5.  Be careful with emails to/from recruiters.  Yes, we use email all of the time to communicate with our candidates.  It’s a wonderful thing!  The concern is if the email is used irresponsibly by your recruiter.  What do you do once a recruiter emails you with an opportunity you’re interested in pursuing?  Make sure your reply includes this:  “I am interested in learning more about this opportunity.  Do not send my resume quite yet.  I need to know the name of the company and get more information on the job before I can agree to let you send it”.  There are a few recruiters out there who are notorious for claiming that just getting a response equals an agreement from a candidate to proceed.  Often a resume is sent without the candidate’s knowledge or consent. If the candidate is aware of the presentation, they never get any feedback or closure, which brings us to #3.

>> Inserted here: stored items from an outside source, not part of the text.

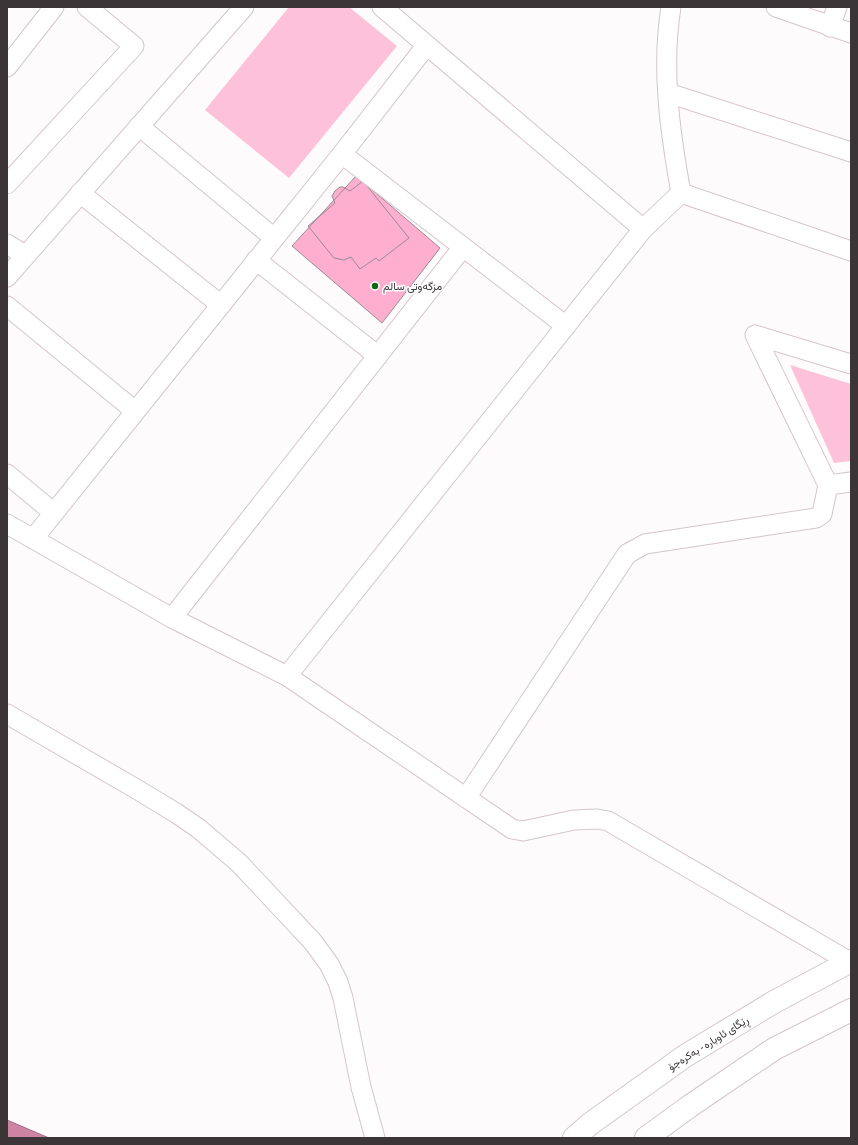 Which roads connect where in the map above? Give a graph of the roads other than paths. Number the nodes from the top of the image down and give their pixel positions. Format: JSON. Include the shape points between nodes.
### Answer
{"nodes":[{"id":1,"x":54,"y":7,"type":"edge"},
{"id":2,"x":87,"y":7,"type":"edge"},
{"id":3,"x":244,"y":7,"type":"edge"},
{"id":4,"x":382,"y":7,"type":"edge"},
{"id":5,"x":671,"y":7,"type":"edge"},
{"id":6,"x":776,"y":7,"type":"edge"},
{"id":7,"x":837,"y":7,"type":"edge"},
{"id":8,"x":830,"y":27,"type":"junction"},
{"id":9,"x":851,"y":33,"type":"edge"},
{"id":10,"x":426,"y":46,"type":"junction"},
{"id":11,"x":7,"y":67,"type":"edge"},
{"id":12,"x":668,"y":93,"type":"junction"},
{"id":13,"x":139,"y":126,"type":"junction"},
{"id":14,"x":851,"y":152,"type":"edge"},
{"id":15,"x":342,"y":154,"type":"junction"},
{"id":16,"x":7,"y":184,"type":"edge"},
{"id":17,"x":80,"y":193,"type":"junction"},
{"id":18,"x":681,"y":193,"type":"junction"},
{"id":19,"x":643,"y":229,"type":"junction"},
{"id":20,"x":274,"y":238,"type":"junction"},
{"id":21,"x":7,"y":244,"type":"edge"},
{"id":22,"x":463,"y":247,"type":"junction"},
{"id":23,"x":851,"y":251,"type":"edge"},
{"id":24,"x":25,"y":255,"type":"junction"},
{"id":25,"x":256,"y":260,"type":"junction"},
{"id":26,"x":7,"y":277,"type":"edge"},
{"id":27,"x":221,"y":305,"type":"junction"},
{"id":28,"x":7,"y":306,"type":"edge"},
{"id":29,"x":566,"y":326,"type":"junction"},
{"id":30,"x":378,"y":356,"type":"junction"},
{"id":31,"x":851,"y":364,"type":"edge"},
{"id":32,"x":135,"y":411,"type":"junction"},
{"id":33,"x":8,"y":476,"type":"edge"},
{"id":34,"x":851,"y":482,"type":"edge"},
{"id":35,"x":828,"y":485,"type":"junction"},
{"id":36,"x":54,"y":513,"type":"junction"},
{"id":37,"x":7,"y":524,"type":"edge"},
{"id":38,"x":33,"y":539,"type":"junction"},
{"id":39,"x":172,"y":618,"type":"junction"},
{"id":40,"x":287,"y":676,"type":"junction"},
{"id":41,"x":7,"y":714,"type":"edge"},
{"id":42,"x":466,"y":798,"type":"junction"},
{"id":43,"x":850,"y":962,"type":"edge"},
{"id":44,"x":851,"y":1010,"type":"edge"},
{"id":45,"x":375,"y":1138,"type":"edge"},
{"id":46,"x":574,"y":1138,"type":"edge"},
{"id":47,"x":646,"y":1138,"type":"edge"}],
"edges":[{"from":1,"to":11,"type":"street"},
{"from":2,"to":16,"type":"street","via":[[134,46]]},
{"from":3,"to":13,"type":"street"},
{"from":4,"to":10,"type":"street"},
{"from":5,"to":12,"type":"street"},
{"from":6,"to":8,"type":"street"},
{"from":7,"to":8,"type":"street"},
{"from":8,"to":9,"type":"street"},
{"from":10,"to":15,"type":"street"},
{"from":10,"to":19,"type":"street"},
{"from":12,"to":14,"type":"street"},
{"from":12,"to":18,"type":"street","via":[[670,124]]},
{"from":13,"to":17,"type":"street"},
{"from":13,"to":20,"type":"street"},
{"from":15,"to":20,"type":"street"},
{"from":15,"to":22,"type":"street"},
{"from":17,"to":24,"type":"street"},
{"from":17,"to":27,"type":"street"},
{"from":18,"to":19,"type":"street"},
{"from":18,"to":23,"type":"street"},
{"from":19,"to":29,"type":"street"},
{"from":20,"to":25,"type":"street"},
{"from":21,"to":24,"type":"street"},
{"from":22,"to":29,"type":"street"},
{"from":22,"to":30,"type":"street"},
{"from":24,"to":26,"type":"street"},
{"from":25,"to":27,"type":"street"},
{"from":25,"to":30,"type":"street"},
{"from":27,"to":32,"type":"street"},
{"from":28,"to":32,"type":"street"},
{"from":29,"to":40,"type":"street"},
{"from":30,"to":39,"type":"street"},
{"from":31,"to":35,"type":"street","via":[[755,335]]},
{"from":32,"to":36,"type":"street"},
{"from":33,"to":36,"type":"street"},
{"from":34,"to":35,"type":"street"},
{"from":35,"to":42,"type":"street","via":[[822,514],[816,518],[645,544],[627,554]]},
{"from":36,"to":38,"type":"street"},
{"from":37,"to":38,"type":"street"},
{"from":38,"to":39,"type":"street"},
{"from":39,"to":40,"type":"street"},
{"from":40,"to":42,"type":"street"},
{"from":41,"to":45,"type":"street","via":[[198,828],[239,863],[313,942],[338,982]]},
{"from":42,"to":43,"type":"street","via":[[512,829],[523,831],[574,820],[608,821]]},
{"from":43,"to":46,"type":"main road","name":"ڕێگای ئاوبارە - بەکرەجۆ","via":[[774,1002],[685,1056]]},
{"from":44,"to":47,"type":"main road","via":[[774,1049]]}]}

6.  Run away, fast, from recruiters who do not return your calls or get back to you on an opportunity.  There are recruiters who are only out for themselves and see their candidates as just numbers.  They try to blanket the market with your resume (often without telling you), which can actually block you from getting interviews due to your attachment to that recruiter.  You will get more out of a recruiter who sees your long-term relationship as more important than making a quick placement.  This is the type of recruiter employers want to work with as well.  If they can’t even return your phone call or email, what does that tell you?

7.  Understand the process.  Recruiters have legal and binding contracts with employers to protect both parties.  An important part of the contract to be aware of is the window of time that a candidate is tied to the recruiter.   That window (usually twelve months) starts from the date a resume is sent to the employer. That means that the employer has to go through the recruiter, even if it is for a different position than what the candidate was presented to, for 12 months after the candidate is originally presented.  This applies even if the open position is not what the recruiter presented you to in the past.  This is how the standard recruiter/employer contract works.

8.  No, our fee does not come out of your salary.  Candidates sometimes miss out on opportunities by trying to go in through a friend, thinking that will get them a higher salary.  What they don’t know is that employers usually have to honor certain salary parameters regardless of the cost of outside resources.  Recruiters often have confidential opportunities and long-standing relationships that can often give them that extra push to get an interview.  Use your recruiter to get you in the door!

9.  Do not use recruiters to pursue a counteroffer from your current company.  Counteroffers do happen and we understand that, but pursuing another offer to get a better deal at your current company is dangerous for a candidate’s reputation.  This applies with or without a recruiter’s involvement.  When using a recruiter, however, the recruiter could lose their client.  Employers rely on recruiters to protect them (and all of the time/resources put into the offer) from losing a candidate to a counteroffer.

10.  Don’t break ties once you’ve landed in a job.  Keep sending recruiters your updated resume even if you’re not looking.  You may just get a call about a position that is a once in a lifetime opportunity when you least expect it.  Sometimes the best opportunities surface when you’re not even looking!

We were once candidates too!  We remember all of the feelings associated with a job search, etc.  This is why we strive for great long-term relationships with our candidates.  Our goal is to provide value to you for your entire career and to have a little fun together on that journey.